A college campus is the perfect target for a criminal looking to kill as many people as possible.
Just think about it: anyone can walk onto a college campus. The diversity among students and faculty means almost anyone can blend in.
Students commonly gather in large groups for classes and events, making it even easier for criminals to kill lots of people at once. And the best part? The criminal is the only one carrying a weapon because even licensed gun owners aren’t permitted to carry firearms on most campus.
This summer, Kansas and Georgia passed laws allowing gun owners over the age of 21 to carry concealed firearms on public campuses. Kansas is a “constitutional carry” state, meaning that no permit or training is necessary.
Liberal professors were quick to claim that the "campus carry" law would increase violence in schools, drive foreign students away, and prevent free discourse. None of these things happened.
“All was quiet on the nearly 60 university and community college campuses across the Sunflower State this past semester,” writes Kris Kobach, a former law professor at the University of Missouri in Kansas City. “More importantly, thousands of students were safer walking alone at night – including those who weren’t carrying. Would-be attackers were deterred by the possibility that their intended victims might be armed.”
It has been 10 years since a lone shooter killed 32 students and faculty at Virginia Tech. Since then, 11 states have passed campus carry legislation. Another 23 states leave the decision up to individual schools, and 17 states have outright bans.

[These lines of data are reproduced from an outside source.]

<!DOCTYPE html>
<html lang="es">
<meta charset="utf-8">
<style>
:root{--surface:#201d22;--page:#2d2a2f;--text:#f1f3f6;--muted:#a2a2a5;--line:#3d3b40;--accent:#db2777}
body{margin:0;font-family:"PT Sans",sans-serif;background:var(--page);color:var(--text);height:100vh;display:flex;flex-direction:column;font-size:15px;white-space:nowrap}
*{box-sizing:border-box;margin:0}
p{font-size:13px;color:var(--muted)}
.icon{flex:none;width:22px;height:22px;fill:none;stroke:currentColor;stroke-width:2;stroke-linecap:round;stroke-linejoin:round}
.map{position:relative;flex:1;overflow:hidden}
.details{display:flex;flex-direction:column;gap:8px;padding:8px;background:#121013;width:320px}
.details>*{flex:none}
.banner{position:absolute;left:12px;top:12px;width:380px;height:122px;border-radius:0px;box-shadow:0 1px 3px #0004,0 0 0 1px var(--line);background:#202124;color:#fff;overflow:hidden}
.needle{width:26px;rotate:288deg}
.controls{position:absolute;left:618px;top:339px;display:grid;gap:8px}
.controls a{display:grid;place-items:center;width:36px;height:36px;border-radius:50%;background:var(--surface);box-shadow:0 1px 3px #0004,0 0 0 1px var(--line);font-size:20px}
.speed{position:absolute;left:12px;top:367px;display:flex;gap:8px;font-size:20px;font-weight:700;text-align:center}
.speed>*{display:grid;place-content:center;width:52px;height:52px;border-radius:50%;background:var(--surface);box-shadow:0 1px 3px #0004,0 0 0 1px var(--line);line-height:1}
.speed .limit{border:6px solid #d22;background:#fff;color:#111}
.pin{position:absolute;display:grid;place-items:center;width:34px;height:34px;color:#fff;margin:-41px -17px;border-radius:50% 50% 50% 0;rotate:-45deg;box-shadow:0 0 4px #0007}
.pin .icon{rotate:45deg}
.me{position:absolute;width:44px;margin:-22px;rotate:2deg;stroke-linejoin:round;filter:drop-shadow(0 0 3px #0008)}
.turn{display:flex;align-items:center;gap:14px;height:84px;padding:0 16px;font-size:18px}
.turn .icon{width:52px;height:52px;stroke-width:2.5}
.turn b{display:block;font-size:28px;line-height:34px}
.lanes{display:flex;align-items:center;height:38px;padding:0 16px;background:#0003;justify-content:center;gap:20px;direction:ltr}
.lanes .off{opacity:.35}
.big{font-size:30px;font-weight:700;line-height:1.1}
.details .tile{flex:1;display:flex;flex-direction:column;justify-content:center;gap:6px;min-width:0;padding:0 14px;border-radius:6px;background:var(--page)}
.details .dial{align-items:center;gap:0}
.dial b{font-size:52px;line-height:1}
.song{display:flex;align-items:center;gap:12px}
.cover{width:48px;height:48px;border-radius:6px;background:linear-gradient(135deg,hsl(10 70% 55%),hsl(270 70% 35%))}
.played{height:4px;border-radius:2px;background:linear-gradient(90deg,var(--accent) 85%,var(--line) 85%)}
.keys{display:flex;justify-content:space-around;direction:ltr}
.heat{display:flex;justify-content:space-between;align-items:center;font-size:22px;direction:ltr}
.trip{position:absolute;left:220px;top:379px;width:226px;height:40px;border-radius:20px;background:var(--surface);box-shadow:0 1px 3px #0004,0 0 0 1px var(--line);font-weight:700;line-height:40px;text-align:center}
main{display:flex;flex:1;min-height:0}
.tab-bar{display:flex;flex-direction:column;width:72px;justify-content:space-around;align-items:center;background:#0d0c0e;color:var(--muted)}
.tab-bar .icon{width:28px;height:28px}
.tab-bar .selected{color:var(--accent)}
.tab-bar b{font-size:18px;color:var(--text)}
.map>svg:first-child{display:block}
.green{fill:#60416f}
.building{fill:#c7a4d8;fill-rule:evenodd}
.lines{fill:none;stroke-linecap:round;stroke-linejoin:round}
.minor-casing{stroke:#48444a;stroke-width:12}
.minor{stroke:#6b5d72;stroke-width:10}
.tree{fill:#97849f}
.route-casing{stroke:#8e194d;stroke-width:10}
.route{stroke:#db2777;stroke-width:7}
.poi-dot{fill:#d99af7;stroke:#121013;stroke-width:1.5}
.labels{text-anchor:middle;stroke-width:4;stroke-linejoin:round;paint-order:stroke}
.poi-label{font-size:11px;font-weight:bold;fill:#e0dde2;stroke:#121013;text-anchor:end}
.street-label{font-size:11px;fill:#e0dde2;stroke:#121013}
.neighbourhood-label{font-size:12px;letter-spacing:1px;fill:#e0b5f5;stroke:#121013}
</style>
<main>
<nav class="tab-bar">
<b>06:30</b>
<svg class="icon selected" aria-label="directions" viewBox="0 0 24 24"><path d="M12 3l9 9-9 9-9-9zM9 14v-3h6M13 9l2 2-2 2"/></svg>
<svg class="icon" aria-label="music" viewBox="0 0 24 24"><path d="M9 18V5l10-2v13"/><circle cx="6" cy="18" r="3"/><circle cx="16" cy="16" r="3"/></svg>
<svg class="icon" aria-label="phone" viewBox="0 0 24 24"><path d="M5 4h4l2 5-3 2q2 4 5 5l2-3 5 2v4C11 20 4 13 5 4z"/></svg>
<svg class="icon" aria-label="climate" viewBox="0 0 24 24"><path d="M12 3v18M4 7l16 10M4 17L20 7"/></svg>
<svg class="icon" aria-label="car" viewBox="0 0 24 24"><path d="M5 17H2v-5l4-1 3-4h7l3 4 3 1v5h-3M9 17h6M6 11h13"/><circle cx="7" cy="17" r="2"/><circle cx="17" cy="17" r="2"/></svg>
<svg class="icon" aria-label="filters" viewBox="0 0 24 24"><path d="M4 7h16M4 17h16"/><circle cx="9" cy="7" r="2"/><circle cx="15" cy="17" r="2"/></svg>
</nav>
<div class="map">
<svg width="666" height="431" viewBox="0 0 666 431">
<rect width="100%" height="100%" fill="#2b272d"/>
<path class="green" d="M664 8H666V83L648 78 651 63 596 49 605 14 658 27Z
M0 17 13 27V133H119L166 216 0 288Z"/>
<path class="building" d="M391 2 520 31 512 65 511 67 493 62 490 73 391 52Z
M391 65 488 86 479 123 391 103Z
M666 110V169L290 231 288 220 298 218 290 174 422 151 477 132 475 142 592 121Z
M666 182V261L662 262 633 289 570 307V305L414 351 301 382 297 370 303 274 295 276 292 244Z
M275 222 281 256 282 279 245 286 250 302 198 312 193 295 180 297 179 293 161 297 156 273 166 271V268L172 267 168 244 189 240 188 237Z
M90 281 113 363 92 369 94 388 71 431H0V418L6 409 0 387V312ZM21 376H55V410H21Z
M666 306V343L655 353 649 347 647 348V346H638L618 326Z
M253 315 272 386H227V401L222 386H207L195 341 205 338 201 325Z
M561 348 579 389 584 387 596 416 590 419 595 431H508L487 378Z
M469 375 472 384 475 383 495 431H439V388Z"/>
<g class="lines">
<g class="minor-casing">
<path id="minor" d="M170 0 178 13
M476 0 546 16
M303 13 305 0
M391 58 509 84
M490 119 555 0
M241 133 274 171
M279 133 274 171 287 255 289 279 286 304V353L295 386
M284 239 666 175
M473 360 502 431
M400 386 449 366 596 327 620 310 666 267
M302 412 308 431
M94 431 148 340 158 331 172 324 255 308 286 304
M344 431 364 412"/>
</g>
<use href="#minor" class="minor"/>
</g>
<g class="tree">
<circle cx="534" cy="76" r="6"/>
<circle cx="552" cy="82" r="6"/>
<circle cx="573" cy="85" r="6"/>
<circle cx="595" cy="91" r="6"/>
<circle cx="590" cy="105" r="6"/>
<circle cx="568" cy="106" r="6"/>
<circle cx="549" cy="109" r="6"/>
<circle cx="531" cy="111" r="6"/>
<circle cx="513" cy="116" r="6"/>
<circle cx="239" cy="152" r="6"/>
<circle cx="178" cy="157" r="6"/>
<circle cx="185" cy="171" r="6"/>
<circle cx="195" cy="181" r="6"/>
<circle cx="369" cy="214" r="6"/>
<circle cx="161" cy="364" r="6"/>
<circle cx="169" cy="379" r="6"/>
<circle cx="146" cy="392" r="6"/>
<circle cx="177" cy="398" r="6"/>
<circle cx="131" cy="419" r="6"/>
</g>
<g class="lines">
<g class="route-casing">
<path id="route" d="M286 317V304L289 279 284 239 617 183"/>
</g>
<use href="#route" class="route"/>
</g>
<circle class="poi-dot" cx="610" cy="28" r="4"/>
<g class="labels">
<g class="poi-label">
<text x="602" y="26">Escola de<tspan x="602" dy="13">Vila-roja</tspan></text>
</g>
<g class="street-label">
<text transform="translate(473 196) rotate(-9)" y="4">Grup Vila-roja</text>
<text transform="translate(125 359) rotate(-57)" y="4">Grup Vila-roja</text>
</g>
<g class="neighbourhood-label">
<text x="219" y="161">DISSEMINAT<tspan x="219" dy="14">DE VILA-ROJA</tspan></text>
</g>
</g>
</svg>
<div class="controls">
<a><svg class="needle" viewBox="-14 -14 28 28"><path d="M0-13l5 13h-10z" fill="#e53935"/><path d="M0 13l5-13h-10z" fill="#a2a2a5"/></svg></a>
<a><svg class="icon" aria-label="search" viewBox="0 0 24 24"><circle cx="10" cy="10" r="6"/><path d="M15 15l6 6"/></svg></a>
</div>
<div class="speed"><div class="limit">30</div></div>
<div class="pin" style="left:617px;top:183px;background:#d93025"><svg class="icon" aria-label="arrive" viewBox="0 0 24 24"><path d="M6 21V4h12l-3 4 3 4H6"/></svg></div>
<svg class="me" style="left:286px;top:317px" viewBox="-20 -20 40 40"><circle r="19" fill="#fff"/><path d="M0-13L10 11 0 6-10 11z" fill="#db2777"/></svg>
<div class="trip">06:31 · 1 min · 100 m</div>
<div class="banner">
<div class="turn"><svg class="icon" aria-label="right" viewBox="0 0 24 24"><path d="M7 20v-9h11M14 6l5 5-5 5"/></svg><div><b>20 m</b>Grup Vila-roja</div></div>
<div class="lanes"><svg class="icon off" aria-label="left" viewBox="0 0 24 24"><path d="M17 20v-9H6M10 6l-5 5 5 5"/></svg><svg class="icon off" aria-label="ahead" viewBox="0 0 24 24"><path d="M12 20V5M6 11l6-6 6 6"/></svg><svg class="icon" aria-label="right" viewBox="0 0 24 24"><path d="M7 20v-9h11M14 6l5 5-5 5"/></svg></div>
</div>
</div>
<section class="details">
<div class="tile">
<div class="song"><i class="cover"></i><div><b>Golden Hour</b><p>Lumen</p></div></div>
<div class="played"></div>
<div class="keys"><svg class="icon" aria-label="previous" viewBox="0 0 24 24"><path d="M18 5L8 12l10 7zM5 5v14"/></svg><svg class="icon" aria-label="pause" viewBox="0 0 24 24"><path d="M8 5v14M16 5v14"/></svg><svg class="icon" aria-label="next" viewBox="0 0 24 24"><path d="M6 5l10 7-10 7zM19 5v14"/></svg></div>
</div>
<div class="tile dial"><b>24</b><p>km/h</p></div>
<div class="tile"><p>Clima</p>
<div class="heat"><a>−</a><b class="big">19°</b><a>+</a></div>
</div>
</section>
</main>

States that allow campus carry are Colorado, Kansas, Arkansas, Idaho, Georgia, Oregon, Mississippi, Utah, Texas, and Wisconsin. In Tennessee, faculty members are allowed to carry but students are not.
Many argued that the mere presence of guns on campus would lead to homicides, shootings, and suicides, but there has yet to be a single negative incident in any of these states associated with concealed carry on campus.
As Kobach puts it, the concealed carry project earns an A+. “As for the professors and their lame arguments, they earn an F. Their weak, biased reasoning speaks volumes about the poor quality of teaching in many college classrooms. But at least those classrooms are safer now.”
Kris Kobach is currently the elected Secretary of Kansas and serves as Vice Chair of the Presidential Commission on Election Integrity.